The output should match the data below line for line.

Source data below:

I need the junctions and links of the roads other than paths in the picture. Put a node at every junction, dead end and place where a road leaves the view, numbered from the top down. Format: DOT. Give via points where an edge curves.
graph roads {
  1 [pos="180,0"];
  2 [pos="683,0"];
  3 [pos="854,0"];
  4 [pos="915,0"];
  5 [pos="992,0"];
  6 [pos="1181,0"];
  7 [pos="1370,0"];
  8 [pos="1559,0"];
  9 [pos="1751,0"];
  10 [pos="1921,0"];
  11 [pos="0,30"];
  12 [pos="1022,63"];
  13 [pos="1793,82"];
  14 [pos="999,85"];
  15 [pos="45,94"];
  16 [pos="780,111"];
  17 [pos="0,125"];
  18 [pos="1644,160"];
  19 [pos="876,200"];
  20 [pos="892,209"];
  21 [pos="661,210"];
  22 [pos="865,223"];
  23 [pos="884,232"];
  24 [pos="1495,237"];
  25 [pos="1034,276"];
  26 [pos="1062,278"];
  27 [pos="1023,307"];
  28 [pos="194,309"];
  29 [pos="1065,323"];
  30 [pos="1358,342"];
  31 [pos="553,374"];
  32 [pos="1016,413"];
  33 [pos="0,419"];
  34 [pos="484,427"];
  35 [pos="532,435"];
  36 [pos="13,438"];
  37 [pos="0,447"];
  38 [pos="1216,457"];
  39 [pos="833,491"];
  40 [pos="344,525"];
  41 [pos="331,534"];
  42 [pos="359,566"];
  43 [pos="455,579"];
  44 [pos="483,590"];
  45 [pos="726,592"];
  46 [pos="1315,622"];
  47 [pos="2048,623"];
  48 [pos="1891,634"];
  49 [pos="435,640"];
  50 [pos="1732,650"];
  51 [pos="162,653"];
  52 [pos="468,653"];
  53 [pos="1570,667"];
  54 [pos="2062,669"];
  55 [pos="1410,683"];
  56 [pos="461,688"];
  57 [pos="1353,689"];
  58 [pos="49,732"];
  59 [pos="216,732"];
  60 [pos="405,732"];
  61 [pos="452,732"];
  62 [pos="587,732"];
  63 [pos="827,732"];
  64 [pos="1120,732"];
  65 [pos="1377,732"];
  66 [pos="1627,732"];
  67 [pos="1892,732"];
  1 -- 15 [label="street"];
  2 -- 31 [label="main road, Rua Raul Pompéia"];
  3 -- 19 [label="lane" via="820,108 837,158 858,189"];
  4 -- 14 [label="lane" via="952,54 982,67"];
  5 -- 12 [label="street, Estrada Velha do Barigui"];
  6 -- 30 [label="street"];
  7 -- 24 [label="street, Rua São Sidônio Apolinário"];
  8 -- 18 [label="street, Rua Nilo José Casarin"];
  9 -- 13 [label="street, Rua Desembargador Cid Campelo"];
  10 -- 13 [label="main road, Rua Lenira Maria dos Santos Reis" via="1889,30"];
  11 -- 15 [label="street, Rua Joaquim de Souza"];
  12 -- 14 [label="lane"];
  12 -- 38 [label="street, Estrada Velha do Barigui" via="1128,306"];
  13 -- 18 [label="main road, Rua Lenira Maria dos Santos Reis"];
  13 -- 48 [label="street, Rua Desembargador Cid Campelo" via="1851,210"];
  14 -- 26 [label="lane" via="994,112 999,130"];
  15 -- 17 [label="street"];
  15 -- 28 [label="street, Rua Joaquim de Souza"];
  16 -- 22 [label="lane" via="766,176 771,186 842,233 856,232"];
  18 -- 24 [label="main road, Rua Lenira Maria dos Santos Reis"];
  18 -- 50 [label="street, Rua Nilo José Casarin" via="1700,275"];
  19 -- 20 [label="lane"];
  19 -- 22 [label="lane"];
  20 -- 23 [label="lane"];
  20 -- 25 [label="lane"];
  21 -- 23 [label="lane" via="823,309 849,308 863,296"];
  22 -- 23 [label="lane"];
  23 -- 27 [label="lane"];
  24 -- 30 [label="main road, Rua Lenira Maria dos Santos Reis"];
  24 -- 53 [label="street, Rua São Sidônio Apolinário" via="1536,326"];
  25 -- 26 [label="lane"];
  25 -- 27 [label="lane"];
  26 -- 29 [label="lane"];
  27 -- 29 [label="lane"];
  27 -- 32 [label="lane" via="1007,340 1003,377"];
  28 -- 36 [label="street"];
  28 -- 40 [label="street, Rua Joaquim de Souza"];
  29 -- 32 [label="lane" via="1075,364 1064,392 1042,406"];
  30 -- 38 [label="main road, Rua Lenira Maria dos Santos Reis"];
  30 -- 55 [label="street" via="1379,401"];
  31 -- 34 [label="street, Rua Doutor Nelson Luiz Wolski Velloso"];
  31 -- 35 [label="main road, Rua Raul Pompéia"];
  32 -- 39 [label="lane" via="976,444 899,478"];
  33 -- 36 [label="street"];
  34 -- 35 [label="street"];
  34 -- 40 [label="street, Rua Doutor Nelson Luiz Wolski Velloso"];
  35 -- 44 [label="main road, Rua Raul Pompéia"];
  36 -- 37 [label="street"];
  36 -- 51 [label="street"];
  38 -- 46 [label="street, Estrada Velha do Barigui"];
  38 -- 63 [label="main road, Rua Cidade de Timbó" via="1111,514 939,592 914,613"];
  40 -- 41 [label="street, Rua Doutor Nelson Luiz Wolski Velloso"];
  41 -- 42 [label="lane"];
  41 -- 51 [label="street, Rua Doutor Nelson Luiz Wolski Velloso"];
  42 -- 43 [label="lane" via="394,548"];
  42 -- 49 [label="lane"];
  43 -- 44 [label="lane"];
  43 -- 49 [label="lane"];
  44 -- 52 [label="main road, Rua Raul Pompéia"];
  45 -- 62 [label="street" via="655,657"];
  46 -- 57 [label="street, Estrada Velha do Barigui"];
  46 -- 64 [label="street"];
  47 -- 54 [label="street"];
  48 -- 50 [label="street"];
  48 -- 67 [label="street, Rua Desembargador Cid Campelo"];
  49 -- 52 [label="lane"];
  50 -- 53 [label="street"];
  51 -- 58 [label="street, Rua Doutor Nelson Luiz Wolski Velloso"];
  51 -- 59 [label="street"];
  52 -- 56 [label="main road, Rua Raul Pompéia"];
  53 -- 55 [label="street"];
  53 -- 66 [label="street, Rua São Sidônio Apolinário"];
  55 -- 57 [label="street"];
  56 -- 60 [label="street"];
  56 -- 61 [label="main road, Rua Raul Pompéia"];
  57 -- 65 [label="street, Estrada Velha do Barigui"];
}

End of Source data.

**Task response**
I need the junctions and links of the roads other than paths in the picture. Put a node at every junction, dead end and place where a road leaves the view, numbered from the top down. Format: DOT. Give via points where an edge curves.
graph roads {
  1 [pos="180,0"];
  2 [pos="683,0"];
  3 [pos="854,0"];
  4 [pos="915,0"];
  5 [pos="992,0"];
  6 [pos="1181,0"];
  7 [pos="1370,0"];
  8 [pos="1559,0"];
  9 [pos="1751,0"];
  10 [pos="1921,0"];
  11 [pos="0,30"];
  12 [pos="1022,63"];
  13 [pos="1793,82"];
  14 [pos="999,85"];
  15 [pos="45,94"];
  16 [pos="780,111"];
  17 [pos="0,125"];
  18 [pos="1644,160"];
  19 [pos="876,200"];
  20 [pos="892,209"];
  21 [pos="661,210"];
  22 [pos="865,223"];
  23 [pos="884,232"];
  24 [pos="1495,237"];
  25 [pos="1034,276"];
  26 [pos="1062,278"];
  27 [pos="1023,307"];
  28 [pos="194,309"];
  29 [pos="1065,323"];
  30 [pos="1358,342"];
  31 [pos="553,374"];
  32 [pos="1016,413"];
  33 [pos="0,419"];
  34 [pos="484,427"];
  35 [pos="532,435"];
  36 [pos="13,438"];
  37 [pos="0,447"];
  38 [pos="1216,457"];
  39 [pos="833,491"];
  40 [pos="344,525"];
  41 [pos="331,534"];
  42 [pos="359,566"];
  43 [pos="455,579"];
  44 [pos="483,590"];
  45 [pos="726,592"];
  46 [pos="1315,622"];
  47 [pos="2048,623"];
  48 [pos="1891,634"];
  49 [pos="435,640"];
  50 [pos="1732,650"];
  51 [pos="162,653"];
  52 [pos="468,653"];
  53 [pos="1570,667"];
  54 [pos="2062,669"];
  55 [pos="1410,683"];
  56 [pos="461,688"];
  57 [pos="1353,689"];
  58 [pos="49,732"];
  59 [pos="216,732"];
  60 [pos="405,732"];
  61 [pos="452,732"];
  62 [pos="587,732"];
  63 [pos="827,732"];
  64 [pos="1120,732"];
  65 [pos="1377,732"];
  66 [pos="1627,732"];
  67 [pos="1892,732"];
  1 -- 15 [label="street"];
  2 -- 31 [label="main road, Rua Raul Pompéia"];
  3 -- 19 [label="lane" via="820,108 837,158 858,189"];
  4 -- 14 [label="lane" via="952,54 982,67"];
  5 -- 12 [label="street, Estrada Velha do Barigui"];
  6 -- 30 [label="street"];
  7 -- 24 [label="street, Rua São Sidônio Apolinário"];
  8 -- 18 [label="street, Rua Nilo José Casarin"];
  9 -- 13 [label="street, Rua Desembargador Cid Campelo"];
  10 -- 13 [label="main road, Rua Lenira Maria dos Santos Reis" via="1889,30"];
  11 -- 15 [label="street, Rua Joaquim de Souza"];
  12 -- 14 [label="lane"];
  12 -- 38 [label="street, Estrada Velha do Barigui" via="1128,306"];
  13 -- 18 [label="main road, Rua Lenira Maria dos Santos Reis"];
  13 -- 48 [label="street, Rua Desembargador Cid Campelo" via="1851,210"];
  14 -- 26 [label="lane" via="994,112 999,130"];
  15 -- 17 [label="street"];
  15 -- 28 [label="street, Rua Joaquim de Souza"];
  16 -- 22 [label="lane" via="766,176 771,186 842,233 856,232"];
  18 -- 24 [label="main road, Rua Lenira Maria dos Santos Reis"];
  18 -- 50 [label="street, Rua Nilo José Casarin" via="1700,275"];
  19 -- 20 [label="lane"];
  19 -- 22 [label="lane"];
  20 -- 23 [label="lane"];
  20 -- 25 [label="lane"];
  21 -- 23 [label="lane" via="823,309 849,308 863,296"];
  22 -- 23 [label="lane"];
  23 -- 27 [label="lane"];
  24 -- 30 [label="main road, Rua Lenira Maria dos Santos Reis"];
  24 -- 53 [label="street, Rua São Sidônio Apolinário" via="1536,326"];
  25 -- 26 [label="lane"];
  25 -- 27 [label="lane"];
  26 -- 29 [label="lane"];
  27 -- 29 [label="lane"];
  27 -- 32 [label="lane" via="1007,340 1003,377"];
  28 -- 36 [label="street"];
  28 -- 40 [label="street, Rua Joaquim de Souza"];
  29 -- 32 [label="lane" via="1075,364 1064,392 1042,406"];
  30 -- 38 [label="main road, Rua Lenira Maria dos Santos Reis"];
  30 -- 55 [label="street" via="1379,401"];
  31 -- 34 [label="street, Rua Doutor Nelson Luiz Wolski Velloso"];
  31 -- 35 [label="main road, Rua Raul Pompéia"];
  32 -- 39 [label="lane" via="976,444 899,478"];
  33 -- 36 [label="street"];
  34 -- 35 [label="street"];
  34 -- 40 [label="street, Rua Doutor Nelson Luiz Wolski Velloso"];
  35 -- 44 [label="main road, Rua Raul Pompéia"];
  36 -- 37 [label="street"];
  36 -- 51 [label="street"];
  38 -- 46 [label="street, Estrada Velha do Barigui"];
  38 -- 63 [label="main road, Rua Cidade de Timbó" via="1111,514 939,592 914,613"];
  40 -- 41 [label="street, Rua Doutor Nelson Luiz Wolski Velloso"];
  41 -- 42 [label="lane"];
  41 -- 51 [label="street, Rua Doutor Nelson Luiz Wolski Velloso"];
  42 -- 43 [label="lane" via="394,548"];
  42 -- 49 [label="lane"];
  43 -- 44 [label="lane"];
  43 -- 49 [label="lane"];
  44 -- 52 [label="main road, Rua Raul Pompéia"];
  45 -- 62 [label="street" via="655,657"];
  46 -- 57 [label="street, Estrada Velha do Barigui"];
  46 -- 64 [label="street"];
  47 -- 54 [label="street"];
  48 -- 50 [label="street"];
  48 -- 67 [label="street, Rua Desembargador Cid Campelo"];
  49 -- 52 [label="lane"];
  50 -- 53 [label="street"];
  51 -- 58 [label="street, Rua Doutor Nelson Luiz Wolski Velloso"];
  51 -- 59 [label="street"];
  52 -- 56 [label="main road, Rua Raul Pompéia"];
  53 -- 55 [label="street"];
  53 -- 66 [label="street, Rua São Sidônio Apolinário"];
  55 -- 57 [label="street"];
  56 -- 60 [label="street"];
  56 -- 61 [label="main road, Rua Raul Pompéia"];
  57 -- 65 [label="street, Estrada Velha do Barigui"];
}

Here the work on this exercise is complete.